-- WORK INSTRUCTION --
Among the records below, which lines contain the string "Enfermeiro"? Report them.

▬▬▬▬▬▬▬▬▬▬

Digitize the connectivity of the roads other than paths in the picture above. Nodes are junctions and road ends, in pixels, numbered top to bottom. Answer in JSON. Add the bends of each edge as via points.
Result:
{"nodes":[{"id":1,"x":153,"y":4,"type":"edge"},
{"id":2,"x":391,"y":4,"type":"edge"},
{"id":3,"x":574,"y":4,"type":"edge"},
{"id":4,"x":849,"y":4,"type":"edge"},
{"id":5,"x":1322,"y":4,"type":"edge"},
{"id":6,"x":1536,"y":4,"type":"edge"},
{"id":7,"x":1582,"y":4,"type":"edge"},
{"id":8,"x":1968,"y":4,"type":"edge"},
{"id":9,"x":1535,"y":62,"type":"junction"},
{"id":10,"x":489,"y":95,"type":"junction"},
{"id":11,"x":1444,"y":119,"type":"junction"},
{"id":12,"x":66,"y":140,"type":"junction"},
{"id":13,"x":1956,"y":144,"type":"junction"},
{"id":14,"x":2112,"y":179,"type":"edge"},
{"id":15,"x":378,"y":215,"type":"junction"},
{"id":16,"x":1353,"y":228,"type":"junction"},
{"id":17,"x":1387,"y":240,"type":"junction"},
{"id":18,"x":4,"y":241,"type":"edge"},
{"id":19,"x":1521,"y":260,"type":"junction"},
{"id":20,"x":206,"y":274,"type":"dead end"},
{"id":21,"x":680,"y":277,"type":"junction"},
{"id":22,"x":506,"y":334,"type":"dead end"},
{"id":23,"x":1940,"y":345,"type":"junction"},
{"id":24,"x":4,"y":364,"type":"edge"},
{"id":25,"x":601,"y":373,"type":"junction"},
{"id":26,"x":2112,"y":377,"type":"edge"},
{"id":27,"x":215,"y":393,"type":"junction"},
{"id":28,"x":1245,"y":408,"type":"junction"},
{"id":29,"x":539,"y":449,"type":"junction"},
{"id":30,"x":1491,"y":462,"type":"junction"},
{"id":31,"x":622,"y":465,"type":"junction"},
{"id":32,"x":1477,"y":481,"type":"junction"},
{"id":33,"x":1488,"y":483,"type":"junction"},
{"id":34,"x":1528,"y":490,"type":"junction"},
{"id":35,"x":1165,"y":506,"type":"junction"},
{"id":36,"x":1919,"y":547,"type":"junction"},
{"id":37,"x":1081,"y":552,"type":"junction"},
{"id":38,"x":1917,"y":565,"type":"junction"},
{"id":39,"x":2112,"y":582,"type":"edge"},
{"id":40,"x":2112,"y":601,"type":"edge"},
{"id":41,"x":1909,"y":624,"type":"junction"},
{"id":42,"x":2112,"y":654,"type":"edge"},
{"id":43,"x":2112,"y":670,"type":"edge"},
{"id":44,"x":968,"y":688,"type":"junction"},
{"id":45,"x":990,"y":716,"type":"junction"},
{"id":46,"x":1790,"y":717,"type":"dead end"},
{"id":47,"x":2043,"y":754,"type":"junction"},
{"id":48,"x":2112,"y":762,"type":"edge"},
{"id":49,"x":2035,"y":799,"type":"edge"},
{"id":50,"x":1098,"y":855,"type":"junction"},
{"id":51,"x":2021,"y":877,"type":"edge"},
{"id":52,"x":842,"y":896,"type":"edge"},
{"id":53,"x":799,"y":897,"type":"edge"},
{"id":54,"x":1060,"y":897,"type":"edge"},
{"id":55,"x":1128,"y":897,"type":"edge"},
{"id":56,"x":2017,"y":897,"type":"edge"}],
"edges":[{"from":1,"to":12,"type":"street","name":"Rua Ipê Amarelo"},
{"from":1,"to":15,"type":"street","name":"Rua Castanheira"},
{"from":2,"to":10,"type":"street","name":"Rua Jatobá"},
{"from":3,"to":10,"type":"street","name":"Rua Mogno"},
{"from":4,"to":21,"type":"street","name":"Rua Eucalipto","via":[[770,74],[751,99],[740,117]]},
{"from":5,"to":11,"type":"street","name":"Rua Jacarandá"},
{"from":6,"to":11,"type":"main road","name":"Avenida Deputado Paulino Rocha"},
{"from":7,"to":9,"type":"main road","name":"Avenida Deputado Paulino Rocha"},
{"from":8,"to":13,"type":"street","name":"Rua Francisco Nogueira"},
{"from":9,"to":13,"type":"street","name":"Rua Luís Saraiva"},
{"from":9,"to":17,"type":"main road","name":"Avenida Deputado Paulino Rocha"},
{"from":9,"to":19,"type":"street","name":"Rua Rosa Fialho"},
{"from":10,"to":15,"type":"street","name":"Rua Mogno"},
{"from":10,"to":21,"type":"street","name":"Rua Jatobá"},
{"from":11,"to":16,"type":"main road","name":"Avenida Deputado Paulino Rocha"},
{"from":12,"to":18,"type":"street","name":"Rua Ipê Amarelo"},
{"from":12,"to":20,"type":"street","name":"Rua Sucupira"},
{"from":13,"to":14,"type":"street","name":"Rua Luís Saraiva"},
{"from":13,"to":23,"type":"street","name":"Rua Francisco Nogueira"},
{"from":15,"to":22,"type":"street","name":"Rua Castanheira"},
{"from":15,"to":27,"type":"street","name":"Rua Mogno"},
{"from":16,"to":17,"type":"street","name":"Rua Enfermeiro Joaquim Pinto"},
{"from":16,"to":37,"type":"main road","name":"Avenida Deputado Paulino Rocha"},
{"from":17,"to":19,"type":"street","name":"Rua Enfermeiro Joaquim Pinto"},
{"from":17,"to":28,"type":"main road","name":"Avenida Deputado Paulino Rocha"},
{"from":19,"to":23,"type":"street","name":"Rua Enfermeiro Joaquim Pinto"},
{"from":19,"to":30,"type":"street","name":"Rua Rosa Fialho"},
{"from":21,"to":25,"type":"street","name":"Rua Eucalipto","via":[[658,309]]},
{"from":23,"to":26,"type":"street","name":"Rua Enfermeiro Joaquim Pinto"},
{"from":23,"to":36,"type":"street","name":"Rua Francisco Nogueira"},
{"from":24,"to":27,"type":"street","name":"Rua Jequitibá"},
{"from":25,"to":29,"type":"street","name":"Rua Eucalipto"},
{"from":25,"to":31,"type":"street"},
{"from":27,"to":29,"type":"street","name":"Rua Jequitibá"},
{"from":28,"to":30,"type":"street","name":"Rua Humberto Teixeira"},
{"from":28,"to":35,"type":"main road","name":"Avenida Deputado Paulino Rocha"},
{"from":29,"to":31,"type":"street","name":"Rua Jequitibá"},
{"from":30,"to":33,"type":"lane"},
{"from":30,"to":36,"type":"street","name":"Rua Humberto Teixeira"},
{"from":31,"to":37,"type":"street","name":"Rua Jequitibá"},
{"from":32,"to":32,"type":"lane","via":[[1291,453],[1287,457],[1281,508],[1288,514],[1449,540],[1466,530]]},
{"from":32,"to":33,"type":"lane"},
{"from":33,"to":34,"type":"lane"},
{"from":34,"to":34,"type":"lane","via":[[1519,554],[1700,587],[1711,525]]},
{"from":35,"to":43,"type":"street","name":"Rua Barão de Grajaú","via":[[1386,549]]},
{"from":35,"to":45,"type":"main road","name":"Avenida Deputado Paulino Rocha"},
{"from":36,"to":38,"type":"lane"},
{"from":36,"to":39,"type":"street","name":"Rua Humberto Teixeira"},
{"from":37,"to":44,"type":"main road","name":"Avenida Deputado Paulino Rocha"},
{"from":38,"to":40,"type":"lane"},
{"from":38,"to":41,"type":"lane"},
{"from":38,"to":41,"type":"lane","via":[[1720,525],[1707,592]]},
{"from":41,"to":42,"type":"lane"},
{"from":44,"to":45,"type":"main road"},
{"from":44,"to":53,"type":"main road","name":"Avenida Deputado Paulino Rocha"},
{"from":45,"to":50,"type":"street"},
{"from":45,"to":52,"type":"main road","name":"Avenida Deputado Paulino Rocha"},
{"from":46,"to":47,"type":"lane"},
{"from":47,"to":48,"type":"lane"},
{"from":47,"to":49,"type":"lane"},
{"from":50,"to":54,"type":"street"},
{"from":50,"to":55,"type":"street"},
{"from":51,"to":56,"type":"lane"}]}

▬▬▬▬▬▬▬▬▬▬

-- WRITTEN RESPONSE --
{"from":16,"to":17,"type":"street","name":"Rua Enfermeiro Joaquim Pinto"},
{"from":17,"to":19,"type":"street","name":"Rua Enfermeiro Joaquim Pinto"},
{"from":19,"to":23,"type":"street","name":"Rua Enfermeiro Joaquim Pinto"},
{"from":23,"to":26,"type":"street","name":"Rua Enfermeiro Joaquim Pinto"},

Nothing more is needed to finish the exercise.